Le ministre de l’Éducation nationale Mohamed Seghir Saadaoui a émis des directives strictes concernant les enseignants qui refusent de saisir les notes du deuxième trimestre. Des avertissements seront adressés aux professeurs qui empêchent les élèves d’accéder à leurs relevés de notes, une situation considérée comme une faute professionnelle grave.
Des mesures fermes face au refus de saisie des notes
Lors d’une visioconférence, le ministre a fermement insisté sur le fait que la persistance dans le non-respect des obligations constitue une faute professionnelle majeure. Cette situation pourrait entraîner l’application des procédures légales prévues dans de tels cas. Il a notamment souligné que la saisie des notes est une obligation professionnelle directement liée aux élèves, sans rapport avec les aspects socio-professionnels.
Protection du droit syndical et dialogue ouvert
Le ministre a donné des instructions aux directeurs de l’éducation pour garantir le droit syndical au sein des établissements éducatifs tout en maintenant un dialogue ouvert, conformément à la loi 23-02. Cette approche s’applique différemment selon que l’organisation syndicale soit représentative ou non.
Un engagement ministériel envers les partenaires sociaux
Le ministère maintient ses engagements concernant le calendrier de réception des propositions relatives au statut particulier et au régime indemnitaire. Les discussions sont prévues pour débuter le 6 avril 2025. Toutes les organisations syndicales, y compris le CNAPESTE, ont accueilli favorablement cette initiative et soumis leurs propositions.

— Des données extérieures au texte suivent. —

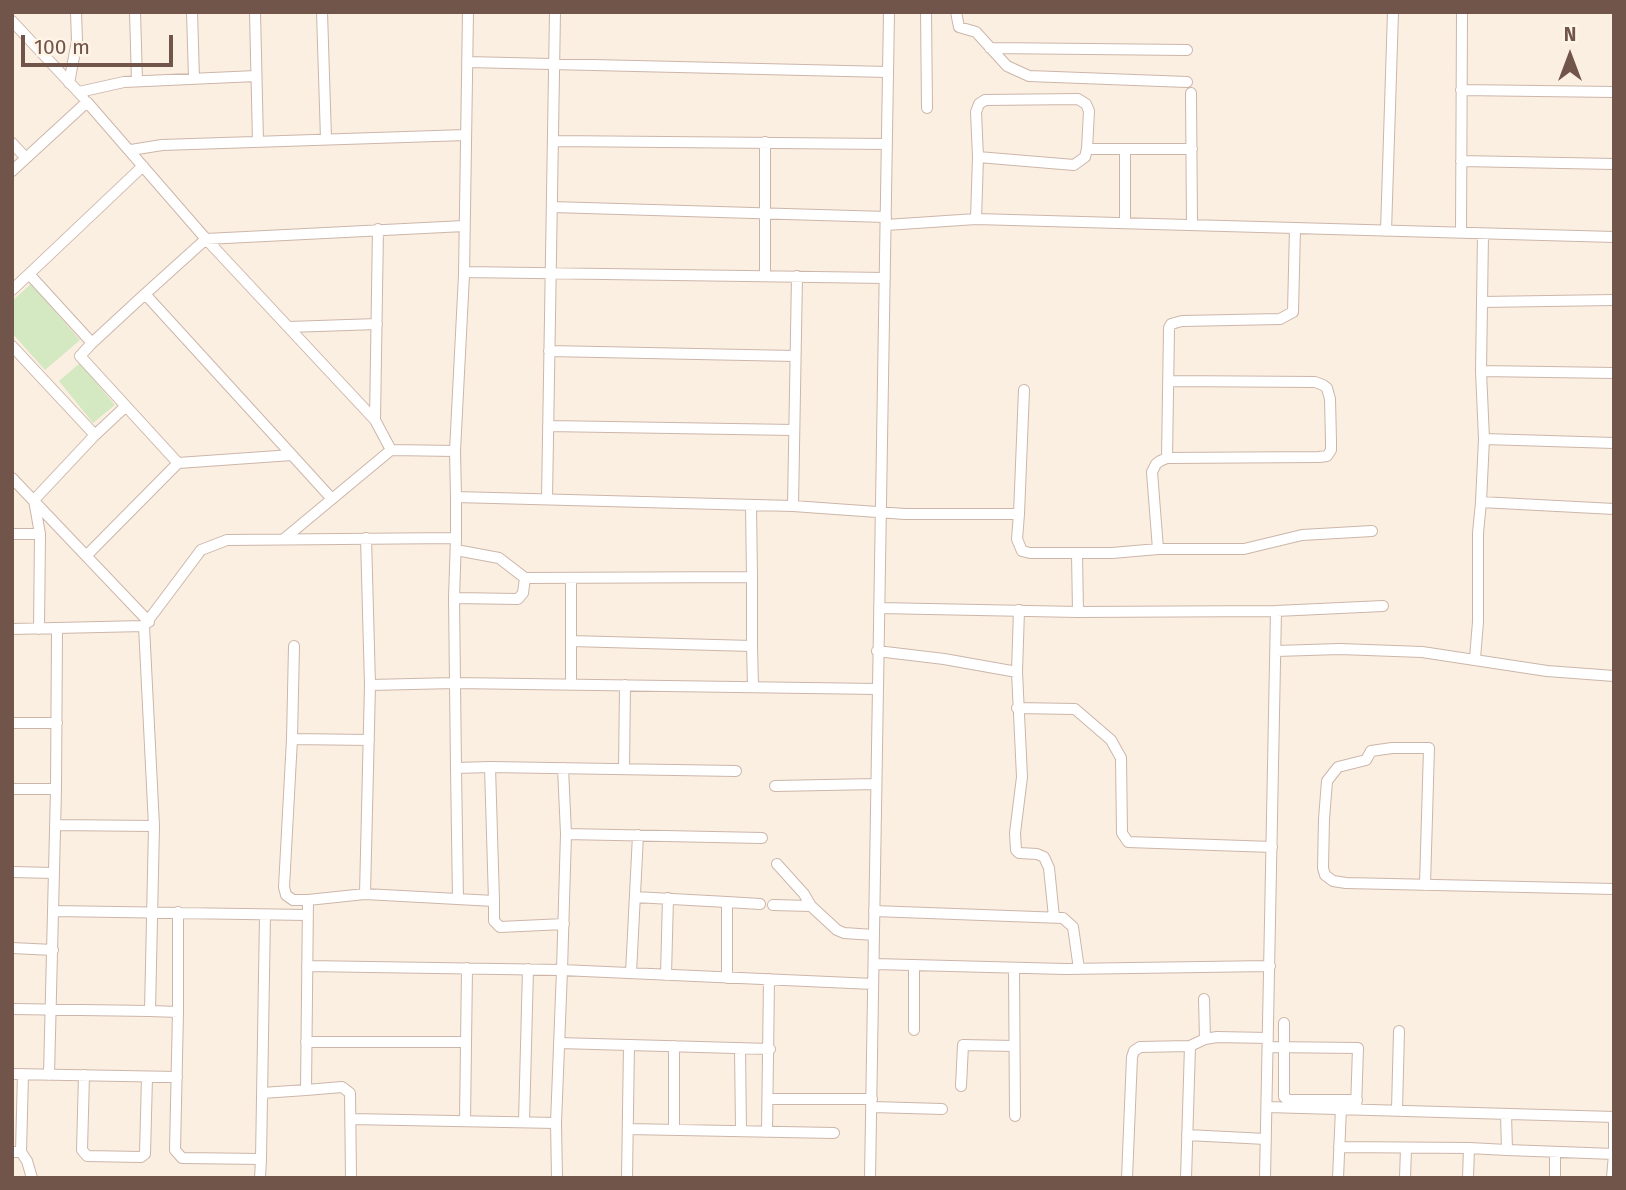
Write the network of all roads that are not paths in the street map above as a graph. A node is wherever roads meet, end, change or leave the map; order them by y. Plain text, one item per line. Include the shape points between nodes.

Une situation sans justification pour la grève
Saadaoui a souligné que dans le contexte actuel, où toutes les organisations syndicales participent au dialogue et où le ministère maintient une politique d’ouverture, aucune justification ne peut être avancée pour soutenir une grève ou un boycott. Le boycott de la saisie des notes représente un manquement aux obligations professionnelles essentielles.